State sent $405 million in unemployment to people not eligible to receive it

Louisiana

The coronavirus pandemic was an unprecedented disaster for Louisiana’s economy, forcing widespread shutdowns and layoffs across nearly every industry.

NEW ORLEANS, La. (WWL-TV) — An audit of the Louisiana Workforce Commission’s distribution of unemployment benefits in 2020 found that more than $400 million went to about 97,000 people who shouldn’t have been able to claim unemployment in 2020. 

The state audit found $405.3 million in fraudulent or incorrect filings from January to September. 

The coronavirus pandemic was an unprecedented disaster for Louisiana’s economy, forcing widespread shutdowns and layoffs across nearly every industry.

Nearly 700,000 Louisianans filed for unemployment through September 2020, receiving more than $6.8 billion from state and federal unemployment programs. Filers in Louisiana received anywhere from $10 to $600 per unemployment check. 

The surge in unemployment claims, especially during the first months of the pandemic, swamped LWC’s ability to check records in a timely manner, leading to claims that slipped through the cracks. 

Employers are usually required to submit wage reports within 31 days after an economic quarter closes. But the legislature relaxed those rules during the pandemic, giving businesses extra time to submit them. Because of this, LWC wasn’t able to check eligibility for claims as they were filed. 

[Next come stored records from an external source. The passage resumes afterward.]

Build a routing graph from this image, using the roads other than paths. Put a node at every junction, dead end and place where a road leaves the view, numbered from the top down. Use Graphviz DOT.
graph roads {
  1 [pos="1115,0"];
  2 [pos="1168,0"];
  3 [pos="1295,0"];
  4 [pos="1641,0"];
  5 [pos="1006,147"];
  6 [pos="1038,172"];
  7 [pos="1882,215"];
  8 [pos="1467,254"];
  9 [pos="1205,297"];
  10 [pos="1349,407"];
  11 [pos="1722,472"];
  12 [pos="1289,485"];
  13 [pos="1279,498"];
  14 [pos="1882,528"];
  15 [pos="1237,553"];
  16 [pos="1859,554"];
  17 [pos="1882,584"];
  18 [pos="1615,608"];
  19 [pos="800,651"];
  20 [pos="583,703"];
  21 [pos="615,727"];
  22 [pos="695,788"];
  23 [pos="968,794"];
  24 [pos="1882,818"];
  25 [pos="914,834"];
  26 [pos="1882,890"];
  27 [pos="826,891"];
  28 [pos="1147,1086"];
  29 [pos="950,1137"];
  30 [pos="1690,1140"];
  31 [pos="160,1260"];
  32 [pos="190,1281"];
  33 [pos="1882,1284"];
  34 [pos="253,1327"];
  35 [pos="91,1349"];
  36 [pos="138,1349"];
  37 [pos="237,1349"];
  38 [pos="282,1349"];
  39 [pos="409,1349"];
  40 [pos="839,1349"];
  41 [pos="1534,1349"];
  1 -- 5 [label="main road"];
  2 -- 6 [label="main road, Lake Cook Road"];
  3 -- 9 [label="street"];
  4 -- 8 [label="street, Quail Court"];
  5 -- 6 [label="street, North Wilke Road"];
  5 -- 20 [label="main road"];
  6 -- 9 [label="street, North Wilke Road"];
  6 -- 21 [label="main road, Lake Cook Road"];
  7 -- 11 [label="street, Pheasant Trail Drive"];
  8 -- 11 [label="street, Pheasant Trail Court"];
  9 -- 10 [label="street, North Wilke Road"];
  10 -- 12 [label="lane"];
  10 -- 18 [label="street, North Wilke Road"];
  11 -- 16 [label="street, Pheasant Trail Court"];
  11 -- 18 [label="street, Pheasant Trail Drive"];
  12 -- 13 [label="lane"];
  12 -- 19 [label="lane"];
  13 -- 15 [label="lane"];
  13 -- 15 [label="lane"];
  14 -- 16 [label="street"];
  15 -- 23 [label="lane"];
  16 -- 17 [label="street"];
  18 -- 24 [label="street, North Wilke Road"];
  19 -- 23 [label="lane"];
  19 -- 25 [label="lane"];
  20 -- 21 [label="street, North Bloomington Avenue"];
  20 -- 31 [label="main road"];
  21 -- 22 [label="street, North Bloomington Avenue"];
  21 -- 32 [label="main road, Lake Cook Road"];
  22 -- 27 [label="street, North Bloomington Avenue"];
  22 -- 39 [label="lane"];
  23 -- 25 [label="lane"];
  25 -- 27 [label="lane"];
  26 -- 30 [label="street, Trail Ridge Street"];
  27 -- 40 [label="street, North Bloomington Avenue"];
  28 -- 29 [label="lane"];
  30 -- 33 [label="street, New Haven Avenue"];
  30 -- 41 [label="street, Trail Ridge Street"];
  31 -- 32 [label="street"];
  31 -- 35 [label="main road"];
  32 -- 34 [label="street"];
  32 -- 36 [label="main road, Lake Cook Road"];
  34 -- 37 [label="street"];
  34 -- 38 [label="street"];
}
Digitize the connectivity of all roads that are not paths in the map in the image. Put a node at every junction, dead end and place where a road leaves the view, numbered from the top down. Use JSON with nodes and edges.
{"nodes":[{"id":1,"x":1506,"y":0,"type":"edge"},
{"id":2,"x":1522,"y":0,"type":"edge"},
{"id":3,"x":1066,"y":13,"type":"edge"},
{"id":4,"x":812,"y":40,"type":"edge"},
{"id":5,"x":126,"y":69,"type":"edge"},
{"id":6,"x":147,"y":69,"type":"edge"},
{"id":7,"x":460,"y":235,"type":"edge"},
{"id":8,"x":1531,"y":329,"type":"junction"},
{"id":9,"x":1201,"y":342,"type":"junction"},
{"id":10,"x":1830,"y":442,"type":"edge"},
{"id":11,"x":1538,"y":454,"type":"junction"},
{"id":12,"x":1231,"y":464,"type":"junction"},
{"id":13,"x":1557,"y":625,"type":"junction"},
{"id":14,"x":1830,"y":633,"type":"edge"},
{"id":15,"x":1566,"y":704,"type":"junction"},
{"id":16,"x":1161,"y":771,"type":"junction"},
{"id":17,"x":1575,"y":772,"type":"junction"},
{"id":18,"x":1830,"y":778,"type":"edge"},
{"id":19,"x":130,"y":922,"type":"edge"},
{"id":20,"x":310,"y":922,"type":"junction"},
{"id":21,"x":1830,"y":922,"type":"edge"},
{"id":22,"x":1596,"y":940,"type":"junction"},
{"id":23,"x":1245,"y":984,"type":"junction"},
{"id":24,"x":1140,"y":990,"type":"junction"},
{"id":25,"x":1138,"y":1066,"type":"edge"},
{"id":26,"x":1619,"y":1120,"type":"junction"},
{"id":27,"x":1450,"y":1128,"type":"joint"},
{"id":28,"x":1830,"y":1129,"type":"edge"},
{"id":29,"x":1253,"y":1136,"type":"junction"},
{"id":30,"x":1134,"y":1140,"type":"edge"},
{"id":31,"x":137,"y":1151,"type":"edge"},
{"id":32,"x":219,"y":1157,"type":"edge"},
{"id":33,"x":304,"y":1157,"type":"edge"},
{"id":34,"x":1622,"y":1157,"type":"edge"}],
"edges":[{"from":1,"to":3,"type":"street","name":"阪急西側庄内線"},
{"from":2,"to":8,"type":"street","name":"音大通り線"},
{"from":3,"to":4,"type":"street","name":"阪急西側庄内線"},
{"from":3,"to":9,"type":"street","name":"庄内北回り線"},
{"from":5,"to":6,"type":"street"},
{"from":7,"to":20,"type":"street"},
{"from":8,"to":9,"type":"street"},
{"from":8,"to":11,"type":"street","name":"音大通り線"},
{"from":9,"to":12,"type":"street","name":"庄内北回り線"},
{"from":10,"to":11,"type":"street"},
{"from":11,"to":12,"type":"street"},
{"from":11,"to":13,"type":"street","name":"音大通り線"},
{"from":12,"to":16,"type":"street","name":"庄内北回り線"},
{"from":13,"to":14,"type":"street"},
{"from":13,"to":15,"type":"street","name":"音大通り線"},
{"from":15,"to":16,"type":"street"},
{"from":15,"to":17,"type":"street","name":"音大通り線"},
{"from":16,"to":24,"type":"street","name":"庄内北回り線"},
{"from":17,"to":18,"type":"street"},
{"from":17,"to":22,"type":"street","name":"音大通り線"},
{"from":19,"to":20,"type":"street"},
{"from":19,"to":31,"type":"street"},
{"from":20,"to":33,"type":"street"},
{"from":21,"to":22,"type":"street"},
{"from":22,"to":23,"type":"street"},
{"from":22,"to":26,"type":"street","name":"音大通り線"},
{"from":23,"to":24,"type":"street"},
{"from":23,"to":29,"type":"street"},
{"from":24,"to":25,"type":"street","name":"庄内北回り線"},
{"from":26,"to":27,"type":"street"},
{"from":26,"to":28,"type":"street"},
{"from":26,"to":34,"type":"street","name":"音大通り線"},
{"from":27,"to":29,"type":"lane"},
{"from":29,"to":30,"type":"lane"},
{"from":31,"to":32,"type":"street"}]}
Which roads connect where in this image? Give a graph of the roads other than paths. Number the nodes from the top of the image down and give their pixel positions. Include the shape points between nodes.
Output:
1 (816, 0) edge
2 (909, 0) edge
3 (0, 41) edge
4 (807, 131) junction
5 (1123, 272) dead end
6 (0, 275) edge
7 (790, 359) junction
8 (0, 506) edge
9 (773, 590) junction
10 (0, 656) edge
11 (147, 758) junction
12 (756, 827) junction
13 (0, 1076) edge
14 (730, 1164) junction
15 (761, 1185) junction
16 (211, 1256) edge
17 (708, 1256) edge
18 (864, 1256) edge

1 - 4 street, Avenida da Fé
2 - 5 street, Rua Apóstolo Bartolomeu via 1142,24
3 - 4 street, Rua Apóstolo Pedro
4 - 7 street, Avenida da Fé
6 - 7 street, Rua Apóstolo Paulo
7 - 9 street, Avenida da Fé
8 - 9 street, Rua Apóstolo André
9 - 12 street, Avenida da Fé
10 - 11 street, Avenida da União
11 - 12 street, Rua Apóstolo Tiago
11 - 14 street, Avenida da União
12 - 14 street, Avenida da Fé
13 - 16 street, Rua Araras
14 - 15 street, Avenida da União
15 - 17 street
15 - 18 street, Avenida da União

According to the audit, at least some of the money sent out improperly would have been saved if wage reports had been submitted on time. 

The pandemic also caused an uptick in the number of wage theft schemes identity theft cases, according to the LWC’s response to the audit. The agency was forced to shift the bulk of its resources to catching and stopping these crimes because they tend to result in higher monetary losses that are much harder to recover. 

LWC said they would continue looking into cases where people filed improper unemployment claims to see if they were the result of intentional fraud or accidental overpayments because the filer didn’t report the correct income. 

When fraudulent or overpaid unemployment payouts are found, the state agency tries to set up a repayment agreement with the filer to recover the money. If that fails, repayment can be taken from the filer’s paychecks until paid back in full. 

Anybody believed to have intentionally committed fraud will face a 25% penalty on top of the repayment.